Wednesday, March 2, 2011

Story of the drug residues, again

6:27 PM 3/2/11

As soon as I sit down to write this - actually, it started before that. I was napping and they woke me up and told me to write. As soon as I sit down and prepare to type, I feel the sensation of my mind being read and controlled, so that not a single word can be written from my own mind.

I have to tell the drug residue story again. There is no short way to tell the story, but I'll try to make it short anyway.

At my other apartment, I grew some medicinal plants indoors. I grew St. John's Wort, and I also started growing tobacco. I also handled, and tried to plant several other seeds, including coffee, tea (camellia sinensis), cacao, ephedra sinica, and butterfly weed. I wasn't planning to eat the butterfly weed - it was going to be a flower for decorative purposes.

I wanted stimulant drugs because of my severe fatigue. I have had problems with fatigue for a while, but it was very severe at the time because of black mold in the air at that apartment, and also because St.

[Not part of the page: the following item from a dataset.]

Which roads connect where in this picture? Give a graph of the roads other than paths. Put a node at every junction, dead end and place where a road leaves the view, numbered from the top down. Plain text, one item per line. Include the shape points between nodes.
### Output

John's Wort causes excessive sleeping (hypersomnia).

I don't know how many of the seeds caused the problem, but I only became aware of it while handling the ephedra seeds, because they were the most noticeable. I was planting them, and then all of a sudden had a severe reaction as though I had actually taken the drug, but I had done nothing except touch them.

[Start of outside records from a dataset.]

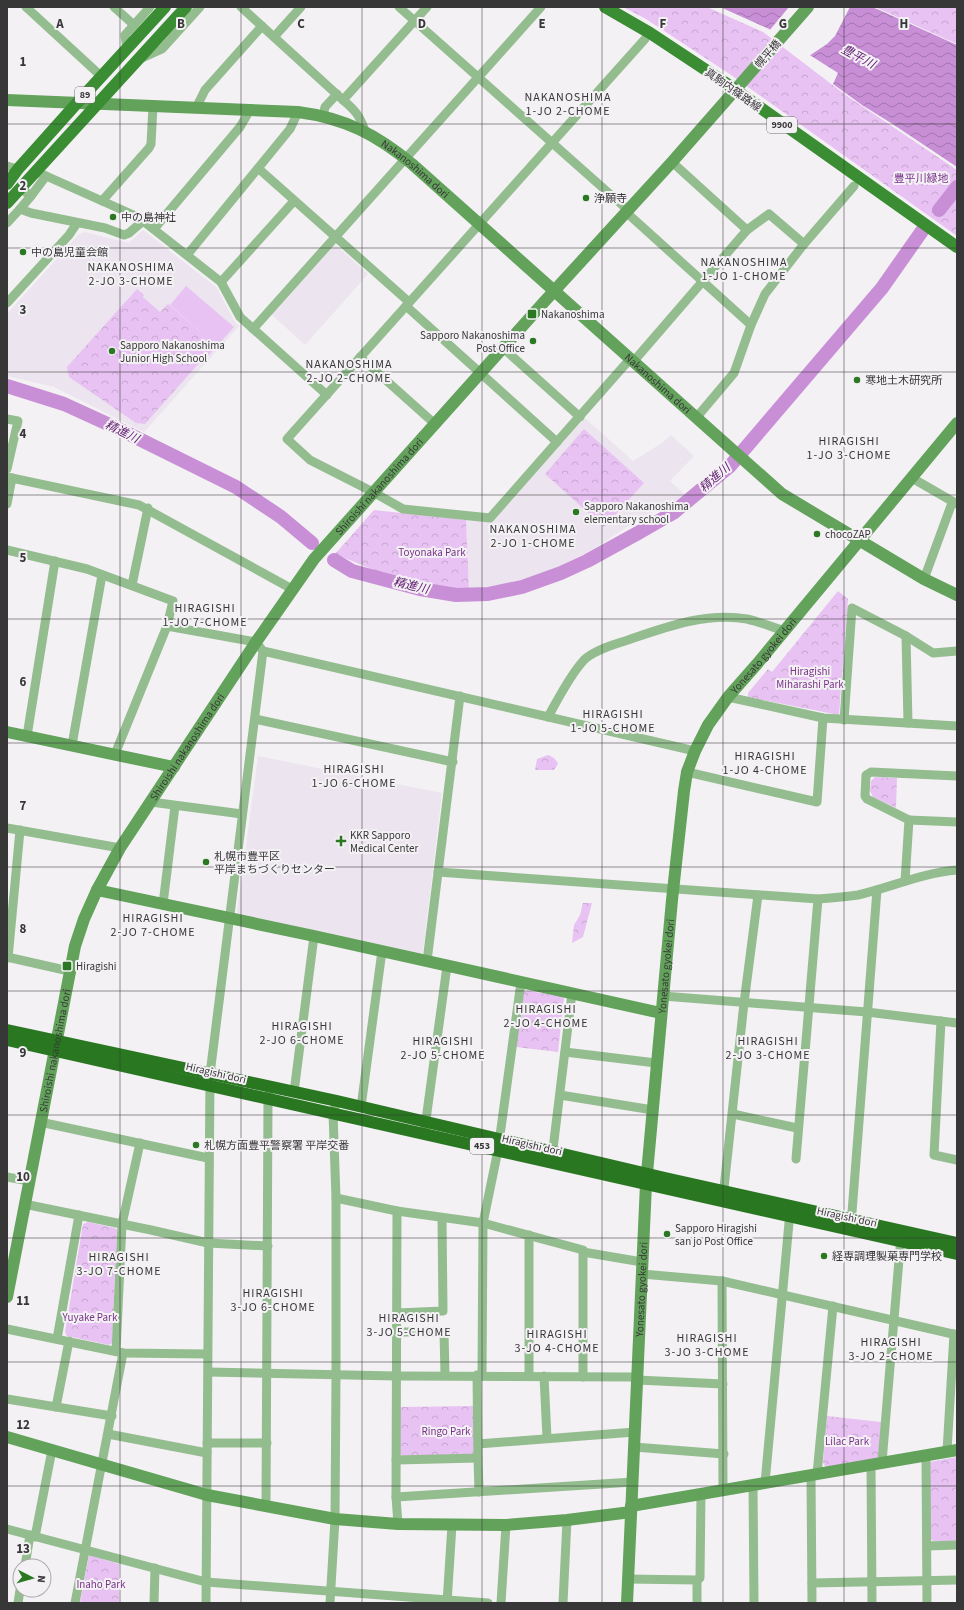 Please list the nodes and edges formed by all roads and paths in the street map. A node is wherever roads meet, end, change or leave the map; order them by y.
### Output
1 (26, 7) edge
2 (114, 7) edge
3 (150, 7) edge
4 (165, 7) edge
5 (186, 7) edge
6 (200, 7) edge
7 (241, 7) edge
8 (301, 7) edge
9 (399, 7) edge
10 (427, 7) edge
11 (541, 7) edge
12 (605, 7) edge
13 (808, 7) edge
14 (415, 20) junction
15 (134, 25) junction
16 (262, 26) junction
17 (274, 37) junction
18 (645, 39) dead end
19 (127, 48) junction
20 (137, 60) junction
21 (101, 76) junction
22 (479, 76) junction
23 (739, 87) junction
24 (340, 97) junction
25 (7, 100) edge
26 (77, 103) junction
27 (98, 104) junction
28 (153, 106) junction
29 (196, 108) junction
30 (250, 110) junction
31 (298, 112) junction
32 (323, 116) junction
33 (365, 131) junction
34 (552, 142) junction
35 (406, 159) junction
36 (672, 162) junction
37 (10, 168) edge
38 (259, 169) junction
39 (40, 174) junction
40 (7, 184) edge
41 (854, 186) dead end
42 (20, 188) junction
43 (31, 196) junction
44 (294, 200) junction
45 (102, 201) junction
46 (7, 203) edge
47 (20, 209) junction
48 (628, 212) junction
49 (144, 221) junction
50 (77, 222) junction
51 (7, 224) edge
52 (479, 224) junction
53 (154, 229) junction
54 (747, 230) junction
55 (336, 237) junction
56 (804, 244) junction
57 (957, 247) edge
58 (187, 256) junction
59 (703, 281) junction
60 (221, 282) junction
61 (555, 291) junction
62 (7, 303) edge
63 (407, 304) junction
64 (751, 324) junction
65 (253, 329) junction
66 (503, 348) junction
67 (360, 357) junction
68 (632, 360) junction
69 (481, 373) junction
70 (327, 394) junction
71 (580, 416) junction
72 (696, 418) junction
73 (7, 419) edge
74 (435, 424) junction
75 (955, 428) edge
76 (557, 442) junction
77 (7, 469) edge
78 (10, 477) edge
79 (912, 478) junction
80 (374, 492) junction
81 (7, 504) edge
82 (954, 504) edge
83 (148, 508) junction
84 (859, 540) junction
85 (7, 550) edge
86 (55, 561) junction
87 (102, 575) junction
88 (924, 579) junction
89 (132, 585) junction
90 (292, 589) junction
91 (957, 596) edge
92 (167, 626) junction
93 (785, 631) junction
94 (906, 636) junction
95 (260, 647) junction
96 (957, 651) edge
97 (460, 696) junction
98 (728, 697) junction
99 (548, 717) junction
100 (823, 718) junction
101 (255, 719) junction
102 (844, 720) junction
103 (908, 723) junction
104 (957, 726) edge
105 (7, 732) edge
106 (27, 736) junction
107 (72, 746) junction
108 (695, 751) junction
109 (115, 754) junction
110 (453, 762) junction
111 (174, 767) junction
112 (687, 772) junction
113 (957, 776) edge
114 (151, 802) junction
115 (175, 806) junction
116 (242, 814) junction
117 (908, 820) junction
118 (957, 822) edge
119 (7, 828) edge
120 (20, 830) junction
121 (120, 848) junction
122 (957, 870) edge
123 (438, 872) junction
124 (905, 880) junction
125 (673, 888) junction
126 (97, 890) junction
127 (877, 890) junction
128 (758, 894) junction
129 (818, 899) junction
130 (163, 904) junction
131 (230, 919) junction
132 (314, 936) junction
133 (382, 951) junction
134 (8, 957) edge
135 (427, 961) junction
136 (447, 966) junction
137 (69, 971) junction
138 (521, 982) junction
139 (572, 993) junction
140 (663, 996) junction
141 (744, 1003) junction
142 (810, 1008) junction
143 (867, 1012) junction
144 (661, 1013) junction
145 (941, 1021) junction
146 (957, 1023) edge
147 (7, 1030) edge
148 (7, 1040) edge
149 (55, 1045) junction
150 (565, 1052) junction
151 (656, 1063) junction
152 (210, 1080) junction
153 (294, 1092) junction
154 (269, 1093) junction
155 (560, 1095) junction
156 (335, 1107) junction
157 (361, 1107) junction
158 (653, 1110) junction
159 (733, 1114) junction
160 (40, 1122) junction
161 (424, 1127) junction
162 (798, 1128) junction
163 (140, 1143) junction
164 (499, 1145) junction
165 (552, 1157) junction
166 (208, 1158) junction
167 (796, 1159) dead end
168 (957, 1160) edge
169 (7, 1177) edge
170 (647, 1179) junction
171 (29, 1181) junction
172 (723, 1197) junction
173 (336, 1198) junction
174 (24, 1204) junction
175 (397, 1211) junction
176 (790, 1212) junction
177 (79, 1215) junction
178 (442, 1218) junction
179 (483, 1223) junction
180 (122, 1224) junction
181 (851, 1225) junction
182 (529, 1235) junction
183 (901, 1236) junction
184 (208, 1243) junction
185 (957, 1243) edge
186 (268, 1246) junction
187 (583, 1252) junction
188 (957, 1254) edge
189 (642, 1268) junction
190 (722, 1280) junction
191 (8, 1289) edge
192 (782, 1294) junction
193 (833, 1306) junction
194 (397, 1313) junction
195 (893, 1320) junction
196 (7, 1329) edge
197 (397, 1332) junction
198 (956, 1334) edge
199 (57, 1339) junction
200 (69, 1342) junction
201 (120, 1352) junction
202 (208, 1354) junction
203 (208, 1372) junction
204 (266, 1374) junction
205 (336, 1375) junction
206 (444, 1375) junction
207 (479, 1375) junction
208 (396, 1376) junction
209 (529, 1376) junction
210 (544, 1376) junction
211 (583, 1377) junction
212 (637, 1379) junction
213 (723, 1384) junction
214 (7, 1399) edge
215 (56, 1407) junction
216 (112, 1416) junction
217 (635, 1432) junction
218 (108, 1434) junction
219 (7, 1437) edge
220 (547, 1438) junction
221 (207, 1443) junction
222 (267, 1443) junction
223 (478, 1444) junction
224 (634, 1447) junction
225 (52, 1450) junction
226 (952, 1451) edge
227 (207, 1453) junction
228 (724, 1454) junction
229 (926, 1455) junction
230 (478, 1458) junction
231 (396, 1460) junction
232 (877, 1463) junction
233 (102, 1464) junction
234 (814, 1474) junction
235 (633, 1482) junction
236 (759, 1484) junction
237 (723, 1490) junction
238 (479, 1492) junction
239 (207, 1494) junction
240 (701, 1494) junction
241 (396, 1497) junction
242 (266, 1506) junction
243 (631, 1509) junction
244 (336, 1520) junction
245 (566, 1520) junction
246 (398, 1524) junction
247 (452, 1525) junction
248 (506, 1525) junction
249 (7, 1529) edge
250 (32, 1536) junction
251 (957, 1545) edge
252 (926, 1546) junction
253 (85, 1550) junction
254 (27, 1558) edge
255 (155, 1568) junction
256 (628, 1579) junction
257 (697, 1580) junction
258 (927, 1580) junction
259 (957, 1580) edge
260 (206, 1582) junction
261 (812, 1582) junction
262 (872, 1582) junction
263 (331, 1591) junction
264 (447, 1602) edge
265 (75, 1603) edge
266 (154, 1603) edge
267 (206, 1603) edge
268 (330, 1603) edge
269 (488, 1603) edge
270 (501, 1603) edge
271 (563, 1603) edge
272 (627, 1603) edge
273 (698, 1603) edge
274 (754, 1603) edge
275 (812, 1603) edge
276 (872, 1603) edge
277 (927, 1603) edge

1 - 21 street
2 - 15 street
3 - 15 street
4 - 19 main road, 89
5 - 20 main road, 89
6 - 20 street
7 - 16 street
8 - 17 street
9 - 14 street
10 - 14 street
11 - 22 street
12 - 23 main road, 真駒内篠路線 / 9900
13 - 23 street, 幌平橋
14 - 22 street
14 - 24 street
15 - 19 street
16 - 17 street
16 - 29 street
17 - 24 street
18 - 34 street
19 - 21 main road, 89
20 - 27 main road, 89
21 - 26 main road, 89
22 - 34 street
22 - 35 street
23 - 36 street, 幌平橋
23 - 57 main road, 真駒内篠路線 / 9900
24 - 32 street
24 - 33 street
25 - 26 street, Nakanoshima dori
26 - 27 street, Nakanoshima dori
26 - 37 main road, 89
27 - 28 street, Nakanoshima dori
27 - 39 main road, 89
28 - 29 street, Nakanoshima dori
28 - 45 street
29 - 30 street, Nakanoshima dori
30 - 31 street, Nakanoshima dori
30 - 53 street
31 - 32 street, Nakanoshima dori
31 - 38 street
32 - 33 street, Nakanoshima dori
33 - 35 street, Nakanoshima dori
34 - 48 street
34 - 52 street
35 - 52 street, Nakanoshima dori
35 - 55 street
36 - 48 street, 幌平橋
36 - 54 street
37 - 40 main road, 89
38 - 44 street
38 - 58 street
39 - 42 main road, 89
39 - 43 street
39 - 45 street
41 - 56 street
42 - 43 street
42 - 46 main road, 89
43 - 47 street
44 - 55 street
44 - 60 street
45 - 49 street
47 - 50 street
47 - 51 street
48 - 59 street
48 - 61 street, Shiroishi nakanoshima dori
49 - 50 street
49 - 53 street
50 - 62 street
52 - 61 street, Nakanoshima dori
52 - 63 street
53 - 58 street
54 - 56 street
54 - 59 street
55 - 63 street
55 - 65 street
56 - 64 street
58 - 60 street
59 - 64 street
59 - 68 street
60 - 65 street
61 - 66 street, Shiroishi nakanoshima dori
61 - 68 street, Nakanoshima dori
63 - 67 street
63 - 69 street
64 - 72 street
65 - 70 street
66 - 69 street, Shiroishi nakanoshima dori
66 - 71 street
67 - 70 street
67 - 74 street
68 - 71 street
68 - 72 street, Nakanoshima dori
69 - 74 street, Shiroishi nakanoshima dori
69 - 76 street
70 - 80 street
71 - 76 street
72 - 84 street, Nakanoshima dori
73 - 77 street
74 - 80 street, Shiroishi nakanoshima dori
75 - 79 street, Yonesato gyokei dori
76 - 80 street
78 - 81 street
78 - 83 street
79 - 82 street
79 - 84 street, Yonesato gyokei dori
80 - 90 street, Shiroishi nakanoshima dori
82 - 88 street
83 - 89 street
83 - 90 street
84 - 88 street
84 - 93 street, Yonesato gyokei dori
85 - 86 street
86 - 87 street
86 - 106 street
87 - 89 street
87 - 107 street
88 - 91 street
89 - 92 street
90 - 95 street, Shiroishi nakanoshima dori
92 - 95 street
92 - 109 street
93 - 98 street, Yonesato gyokei dori
93 - 99 street
94 - 96 street
94 - 102 street
94 - 103 street
95 - 97 street
95 - 101 street
95 - 111 street, Shiroishi nakanoshima dori
97 - 99 street
97 - 110 street
98 - 100 street
98 - 108 street, Yonesato gyokei dori
99 - 108 street
100 - 102 street
100 - 112 street
101 - 110 street
101 - 116 street
102 - 103 street
103 - 104 street
105 - 106 street
106 - 107 street
107 - 109 street
108 - 112 street, Yonesato gyokei dori
109 - 111 street
110 - 123 street
111 - 114 street, Shiroishi nakanoshima dori
112 - 125 street, Yonesato gyokei dori
113 - 117 street
114 - 115 street
114 - 121 street, Shiroishi nakanoshima dori
115 - 116 street
115 - 130 street
116 - 131 street
117 - 118 street
117 - 124 street
119 - 120 street
120 - 121 street
120 - 134 street
121 - 126 street, Shiroishi nakanoshima dori
122 - 124 street
123 - 125 street
123 - 135 street
124 - 127 street
125 - 128 street
125 - 140 street, Yonesato gyokei dori
126 - 130 street
126 - 137 street, Shiroishi nakanoshima dori
127 - 129 street
127 - 143 street
128 - 129 street
128 - 141 street
129 - 142 street
130 - 131 street
131 - 132 street
131 - 152 street
132 - 133 street
132 - 153 street
133 - 135 street
133 - 157 street
134 - 137 street
135 - 136 street
136 - 138 street
136 - 161 street
137 - 149 street, Shiroishi nakanoshima dori
138 - 139 street
138 - 164 street
139 - 144 street
139 - 150 street
140 - 141 street
140 - 144 street, Yonesato gyokei dori
141 - 142 street
141 - 159 street
142 - 143 street
142 - 162 street
143 - 145 street
143 - 181 street
144 - 151 street, Yonesato gyokei dori
145 - 146 street
145 - 168 street
147 - 149 highway, Hiragishi dori / 453
148 - 149 highway, Hiragishi dori / 453
149 - 152 highway, Hiragishi dori / 453
149 - 160 street, Shiroishi nakanoshima dori
150 - 151 street
150 - 155 street
151 - 158 street, Yonesato gyokei dori
152 - 154 highway, Hiragishi dori / 453
152 - 166 street
153 - 154 highway, Hiragishi dori / 453
153 - 156 highway, Hiragishi dori / 453
154 - 156 highway, Hiragishi dori / 453
154 - 186 street
155 - 158 street
155 - 165 street
156 - 157 highway, Hiragishi dori / 453
156 - 161 highway, Hiragishi dori / 453
156 - 173 street
157 - 161 highway, Hiragishi dori / 453
158 - 170 street, Yonesato gyokei dori
159 - 162 street
159 - 172 street
160 - 163 street
160 - 171 street, Shiroishi nakanoshima dori
161 - 164 highway, Hiragishi dori / 453
162 - 167 street
163 - 166 street
163 - 180 street
164 - 165 highway, Hiragishi dori / 453
164 - 179 street
165 - 170 highway, Hiragishi dori / 453
166 - 184 street
169 - 171 street
170 - 172 highway, Hiragishi dori / 453
170 - 189 street, Yonesato gyokei dori
171 - 174 street, Shiroishi nakanoshima dori
172 - 176 highway, Hiragishi dori / 453
173 - 175 street
173 - 205 street
174 - 177 street
174 - 191 street, Shiroishi nakanoshima dori
175 - 178 street
175 - 194 street
176 - 181 highway, Hiragishi dori / 453
176 - 192 street
177 - 180 street
177 - 199 street
178 - 179 street
178 - 194 street
179 - 182 street
179 - 207 street
180 - 184 street
180 - 201 street
181 - 183 highway, Hiragishi dori / 453
182 - 187 street
182 - 209 street
183 - 185 highway, Hiragishi dori / 453
183 - 188 highway, Hiragishi dori / 453
183 - 195 street
184 - 186 street
184 - 202 street
186 - 204 street
187 - 189 street
187 - 211 street
189 - 190 street
189 - 212 street, Yonesato gyokei dori
190 - 192 street
190 - 213 street
192 - 193 street
192 - 236 street
193 - 195 street
193 - 234 street
194 - 197 street
195 - 198 street
195 - 232 street
196 - 199 street
197 - 206 street
197 - 208 street
198 - 226 street
199 - 200 street
200 - 201 street
200 - 215 street
201 - 202 street
201 - 216 street
202 - 203 street
203 - 204 street
203 - 221 street
204 - 205 street
204 - 222 street
205 - 208 street
205 - 244 street
206 - 207 street
206 - 208 street
207 - 209 street
207 - 223 street
208 - 231 street
209 - 210 street
210 - 211 street
210 - 220 street
211 - 212 street
212 - 213 street
212 - 217 street, Yonesato gyokei dori
213 - 228 street
214 - 215 street
215 - 216 street
216 - 218 street
217 - 220 street
217 - 224 street, Yonesato gyokei dori
218 - 227 street
218 - 233 street
219 - 225 street
220 - 223 street
221 - 222 street
221 - 227 street
222 - 242 street
223 - 230 street
224 - 228 street
224 - 235 street, Yonesato gyokei dori
225 - 233 street
225 - 250 street
226 - 229 street
227 - 239 street
228 - 237 street
229 - 232 street
229 - 252 street
230 - 231 street
230 - 238 street
231 - 241 street
232 - 234 street
232 - 262 street
233 - 239 street
233 - 253 street
234 - 236 street
234 - 261 street
235 - 238 street
235 - 243 street, Yonesato gyokei dori
236 - 237 street
236 - 274 street
237 - 240 street
238 - 241 street
239 - 242 street
239 - 260 street
240 - 243 street
240 - 257 street
241 - 246 street
242 - 244 street
243 - 245 street
243 - 256 street, Yonesato gyokei dori
244 - 246 street
244 - 263 street
245 - 248 street
245 - 271 street
246 - 247 street
247 - 248 street
247 - 264 street
248 - 270 street
249 - 250 street
250 - 253 street
250 - 254 street
251 - 252 street
252 - 258 street
253 - 255 street
253 - 265 street
255 - 260 street
255 - 266 street
256 - 257 street
256 - 272 street, Yonesato gyokei dori
257 - 273 street
258 - 259 street
258 - 262 street
258 - 277 street
260 - 263 street
260 - 267 street
261 - 262 street
261 - 275 street
262 - 276 street
263 - 264 street
263 - 268 street
264 - 269 street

I knew about herbal drugs going through skin already - I had learned that St. John's Wort goes through the skin. But I thought it was a rare exception. It turned out that many herbal drugs go directly through the skin.

Over time I observed that the seeds and the envelopes that they came in had left spots of residue where they were left sitting, like on the carpet where the envelope had been, and places that I touched during and after handling the seeds, and so on. Tiny traces of seed residue were enough to trigger severe reactions afterwards.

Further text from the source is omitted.